In this the Tories share the views of the Blairite wing of the Labour party (though going one step further) and the former schools Minister Lord Adonis, who championed the Academies programme. Schools, Gove believes “should enable children to overcome disadvantage and deprivation, so they can fulfill their innate talents and take control of their own destiny. Instead of grimly accepting the fate which the lottery of birth allocates to each individual, schools affirm our belief in the power of human agency to give meaning, structure and hope to every life.” But his main charge against this Government is that, if anything, the gap in achievement between the rich and poor has increased under this Government. From the beginning to the end of primary school, the achievement gap between FSM and non-FSM children widens – and from 11 to 14 the gap widens further still.” In those schools where more than half the children are eligible for free school meals only 13% of children get five decent GCSE passes. Out of 75,000 children eligible for free school meals only 5,000 were even entered for A levels. Of these just 189 got 3As.Of that 189, only 75 were boys. The over-centralized, bureaucratic system is to blame, according to Gove.
But Gove hasn’t given up on state schools. Indeed, he strongly believes that the state system can deliver a better deal for those on FSM .He said in his most recent speech (6 November) “..Excellence in education is emphatically not restricted to the fee-paying independent sector. There are many state schools which are quite superb, easily better than many fee-paying establishments.”

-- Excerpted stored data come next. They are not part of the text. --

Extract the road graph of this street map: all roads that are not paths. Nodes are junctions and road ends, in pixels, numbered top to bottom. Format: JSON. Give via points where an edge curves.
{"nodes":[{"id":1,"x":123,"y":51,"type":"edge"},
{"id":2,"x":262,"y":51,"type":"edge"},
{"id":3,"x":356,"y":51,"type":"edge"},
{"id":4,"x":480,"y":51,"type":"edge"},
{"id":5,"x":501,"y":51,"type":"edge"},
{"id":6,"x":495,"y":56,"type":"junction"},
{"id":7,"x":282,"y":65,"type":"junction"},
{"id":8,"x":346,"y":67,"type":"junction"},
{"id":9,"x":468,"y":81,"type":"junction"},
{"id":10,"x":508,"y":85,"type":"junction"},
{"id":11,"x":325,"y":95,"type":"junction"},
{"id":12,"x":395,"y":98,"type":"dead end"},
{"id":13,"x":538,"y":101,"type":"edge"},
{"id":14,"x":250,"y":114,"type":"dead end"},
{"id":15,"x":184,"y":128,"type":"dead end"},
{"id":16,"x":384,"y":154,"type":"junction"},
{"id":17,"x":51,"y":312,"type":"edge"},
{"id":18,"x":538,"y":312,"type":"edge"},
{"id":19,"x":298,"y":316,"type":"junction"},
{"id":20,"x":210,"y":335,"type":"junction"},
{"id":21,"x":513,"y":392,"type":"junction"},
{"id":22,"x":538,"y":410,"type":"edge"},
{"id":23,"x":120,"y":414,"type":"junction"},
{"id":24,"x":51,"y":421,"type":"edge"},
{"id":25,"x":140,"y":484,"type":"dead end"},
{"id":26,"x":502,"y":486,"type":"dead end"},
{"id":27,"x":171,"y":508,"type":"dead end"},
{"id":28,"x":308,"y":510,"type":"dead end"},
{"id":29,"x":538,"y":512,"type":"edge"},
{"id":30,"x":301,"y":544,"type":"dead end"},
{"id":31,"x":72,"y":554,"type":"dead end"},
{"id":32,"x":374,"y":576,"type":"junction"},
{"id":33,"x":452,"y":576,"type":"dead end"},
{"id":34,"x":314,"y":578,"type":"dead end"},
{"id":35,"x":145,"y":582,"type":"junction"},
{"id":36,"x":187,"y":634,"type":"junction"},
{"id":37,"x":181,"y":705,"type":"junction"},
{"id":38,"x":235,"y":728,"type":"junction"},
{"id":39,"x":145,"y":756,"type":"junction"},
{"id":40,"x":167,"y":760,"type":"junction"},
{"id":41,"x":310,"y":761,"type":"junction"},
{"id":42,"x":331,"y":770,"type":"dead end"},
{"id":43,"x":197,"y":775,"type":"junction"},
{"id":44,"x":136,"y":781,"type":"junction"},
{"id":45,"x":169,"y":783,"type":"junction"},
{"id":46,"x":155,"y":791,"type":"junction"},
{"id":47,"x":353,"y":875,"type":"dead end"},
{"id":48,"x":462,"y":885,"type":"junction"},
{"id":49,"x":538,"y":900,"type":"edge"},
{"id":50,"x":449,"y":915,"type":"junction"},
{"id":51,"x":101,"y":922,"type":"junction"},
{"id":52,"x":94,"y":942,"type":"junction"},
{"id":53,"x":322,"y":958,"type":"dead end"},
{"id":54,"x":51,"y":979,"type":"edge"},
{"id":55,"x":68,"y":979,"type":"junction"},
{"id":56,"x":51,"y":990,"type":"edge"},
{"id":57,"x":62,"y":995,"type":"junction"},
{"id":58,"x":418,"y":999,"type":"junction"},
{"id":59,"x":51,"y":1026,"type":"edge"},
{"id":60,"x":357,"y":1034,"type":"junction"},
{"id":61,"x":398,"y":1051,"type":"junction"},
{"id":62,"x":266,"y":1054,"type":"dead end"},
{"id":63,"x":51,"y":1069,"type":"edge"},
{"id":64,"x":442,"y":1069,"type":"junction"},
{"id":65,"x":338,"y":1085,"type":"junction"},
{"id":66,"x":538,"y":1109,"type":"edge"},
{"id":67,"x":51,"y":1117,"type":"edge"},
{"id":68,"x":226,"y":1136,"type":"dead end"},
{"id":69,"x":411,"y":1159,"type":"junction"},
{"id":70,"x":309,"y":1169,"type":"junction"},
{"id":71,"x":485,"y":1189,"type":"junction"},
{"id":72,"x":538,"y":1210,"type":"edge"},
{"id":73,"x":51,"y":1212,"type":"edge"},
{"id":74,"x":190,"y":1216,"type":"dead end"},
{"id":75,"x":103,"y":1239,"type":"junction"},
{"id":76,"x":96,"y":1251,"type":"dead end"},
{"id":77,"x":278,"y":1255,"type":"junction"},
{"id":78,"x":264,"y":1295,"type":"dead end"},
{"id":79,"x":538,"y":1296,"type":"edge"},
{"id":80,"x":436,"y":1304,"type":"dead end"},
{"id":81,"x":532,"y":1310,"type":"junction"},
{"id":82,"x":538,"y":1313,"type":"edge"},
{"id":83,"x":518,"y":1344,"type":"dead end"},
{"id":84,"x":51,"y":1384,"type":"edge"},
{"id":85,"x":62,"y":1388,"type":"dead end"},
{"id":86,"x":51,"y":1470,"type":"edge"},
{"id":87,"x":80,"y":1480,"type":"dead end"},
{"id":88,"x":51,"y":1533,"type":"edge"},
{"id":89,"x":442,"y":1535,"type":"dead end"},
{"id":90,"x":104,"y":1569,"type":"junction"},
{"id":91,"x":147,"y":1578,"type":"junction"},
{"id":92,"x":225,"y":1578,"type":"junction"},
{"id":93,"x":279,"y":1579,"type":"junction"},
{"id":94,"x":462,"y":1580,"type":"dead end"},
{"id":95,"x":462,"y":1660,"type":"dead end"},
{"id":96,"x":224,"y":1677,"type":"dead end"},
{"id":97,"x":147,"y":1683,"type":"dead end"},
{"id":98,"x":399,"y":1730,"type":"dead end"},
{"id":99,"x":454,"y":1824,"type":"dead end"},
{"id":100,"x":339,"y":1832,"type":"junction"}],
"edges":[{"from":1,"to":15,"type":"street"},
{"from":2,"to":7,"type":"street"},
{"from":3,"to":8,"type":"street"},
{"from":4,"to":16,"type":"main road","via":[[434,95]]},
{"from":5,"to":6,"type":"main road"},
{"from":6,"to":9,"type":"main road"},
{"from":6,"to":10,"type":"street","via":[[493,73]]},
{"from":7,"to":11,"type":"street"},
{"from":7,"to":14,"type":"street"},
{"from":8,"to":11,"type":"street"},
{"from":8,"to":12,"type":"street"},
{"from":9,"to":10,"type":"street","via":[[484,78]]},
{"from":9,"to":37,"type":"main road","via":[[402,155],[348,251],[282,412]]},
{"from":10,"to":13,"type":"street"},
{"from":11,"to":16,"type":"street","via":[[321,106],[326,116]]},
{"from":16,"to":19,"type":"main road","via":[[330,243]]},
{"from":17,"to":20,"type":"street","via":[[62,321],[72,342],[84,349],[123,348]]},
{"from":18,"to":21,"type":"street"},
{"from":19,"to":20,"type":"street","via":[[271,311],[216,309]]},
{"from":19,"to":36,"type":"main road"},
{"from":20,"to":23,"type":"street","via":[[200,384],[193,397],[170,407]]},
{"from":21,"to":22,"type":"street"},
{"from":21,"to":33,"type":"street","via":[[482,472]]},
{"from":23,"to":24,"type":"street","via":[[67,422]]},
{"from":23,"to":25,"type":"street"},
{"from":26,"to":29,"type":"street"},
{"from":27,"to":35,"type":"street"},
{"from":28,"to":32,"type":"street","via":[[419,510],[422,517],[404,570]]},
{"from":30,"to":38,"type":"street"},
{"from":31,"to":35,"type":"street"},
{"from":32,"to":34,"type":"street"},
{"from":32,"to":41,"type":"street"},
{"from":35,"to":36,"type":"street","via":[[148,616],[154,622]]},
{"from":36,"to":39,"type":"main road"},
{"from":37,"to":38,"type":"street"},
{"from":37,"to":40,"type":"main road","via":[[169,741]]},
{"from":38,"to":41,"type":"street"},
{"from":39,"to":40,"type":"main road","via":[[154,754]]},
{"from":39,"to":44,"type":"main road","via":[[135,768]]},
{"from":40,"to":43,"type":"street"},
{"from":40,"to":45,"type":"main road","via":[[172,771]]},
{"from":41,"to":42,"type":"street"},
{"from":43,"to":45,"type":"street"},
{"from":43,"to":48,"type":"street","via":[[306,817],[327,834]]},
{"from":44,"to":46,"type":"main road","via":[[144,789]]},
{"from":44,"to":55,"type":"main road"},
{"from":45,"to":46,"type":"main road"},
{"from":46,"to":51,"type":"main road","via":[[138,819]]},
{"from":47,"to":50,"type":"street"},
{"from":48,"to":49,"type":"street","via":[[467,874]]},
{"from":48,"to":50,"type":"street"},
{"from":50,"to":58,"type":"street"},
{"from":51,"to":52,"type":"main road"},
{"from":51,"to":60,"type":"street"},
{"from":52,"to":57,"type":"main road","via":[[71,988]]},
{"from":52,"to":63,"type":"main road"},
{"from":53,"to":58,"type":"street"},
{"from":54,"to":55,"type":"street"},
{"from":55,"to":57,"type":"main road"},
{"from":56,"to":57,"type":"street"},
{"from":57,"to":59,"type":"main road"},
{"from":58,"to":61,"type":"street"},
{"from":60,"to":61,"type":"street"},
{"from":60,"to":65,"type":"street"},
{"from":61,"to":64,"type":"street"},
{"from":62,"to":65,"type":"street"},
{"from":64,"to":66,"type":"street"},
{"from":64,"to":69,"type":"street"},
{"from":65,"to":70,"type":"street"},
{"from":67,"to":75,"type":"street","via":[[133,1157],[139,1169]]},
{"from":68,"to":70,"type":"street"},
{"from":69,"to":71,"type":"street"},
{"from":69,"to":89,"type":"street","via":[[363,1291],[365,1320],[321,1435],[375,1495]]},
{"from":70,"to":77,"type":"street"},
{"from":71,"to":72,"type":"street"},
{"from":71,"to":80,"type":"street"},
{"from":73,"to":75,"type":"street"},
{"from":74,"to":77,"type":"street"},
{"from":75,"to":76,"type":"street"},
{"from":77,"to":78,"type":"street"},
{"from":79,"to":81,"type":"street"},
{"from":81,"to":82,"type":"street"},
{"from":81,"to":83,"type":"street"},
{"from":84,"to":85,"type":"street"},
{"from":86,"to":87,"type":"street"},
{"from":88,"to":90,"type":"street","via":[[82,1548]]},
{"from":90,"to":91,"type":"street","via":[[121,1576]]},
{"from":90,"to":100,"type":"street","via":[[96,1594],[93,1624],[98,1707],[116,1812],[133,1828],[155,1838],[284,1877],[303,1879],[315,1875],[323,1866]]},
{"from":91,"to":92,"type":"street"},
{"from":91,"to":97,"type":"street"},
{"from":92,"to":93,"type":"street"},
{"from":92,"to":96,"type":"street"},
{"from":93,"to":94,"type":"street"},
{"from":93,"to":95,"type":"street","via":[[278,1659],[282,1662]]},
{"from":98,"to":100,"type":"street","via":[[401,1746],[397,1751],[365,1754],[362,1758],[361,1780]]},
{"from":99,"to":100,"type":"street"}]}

But to do so the school supply side must to be radically reformed with new free schools established and a pupil premium to encourage good schools to take the most disadvantaged pupils . Also more rigour needs to introduced to the curriculum, with a market in qualifications, better discipline and importantly improvements to the quality of teachers and teaching in the classroom.
He cited examples of outstanding state schools such as Harris City Academy, Mossbourne City Academy, Emmanuel College , Gateshead, Thomas Telford school and Brooke Weston College, in Corby .And what do these successful schools have in common apart from being comprehensives and inclusive? They are all independent. Not fee-paying. Not private. But independent.
Gove said “ They are either academies or city technology colleges. They were established independent from local and central bureaucracy, free from central control over the curriculum, free to adopt the reading and maths policies which help the most disadvantaged, free to pay good staff more, free to have longer and more fulfilling school days, free to establish Saturday schools to help stretch and challenge pupils, free to shape and enforce more rigorous discipline policies, free to deploy resources more efficiently, free to develop excellent extra-curricular activities and free to spend the money on their own pupils which would otherwise be spent, beyond their control, by the local authority.”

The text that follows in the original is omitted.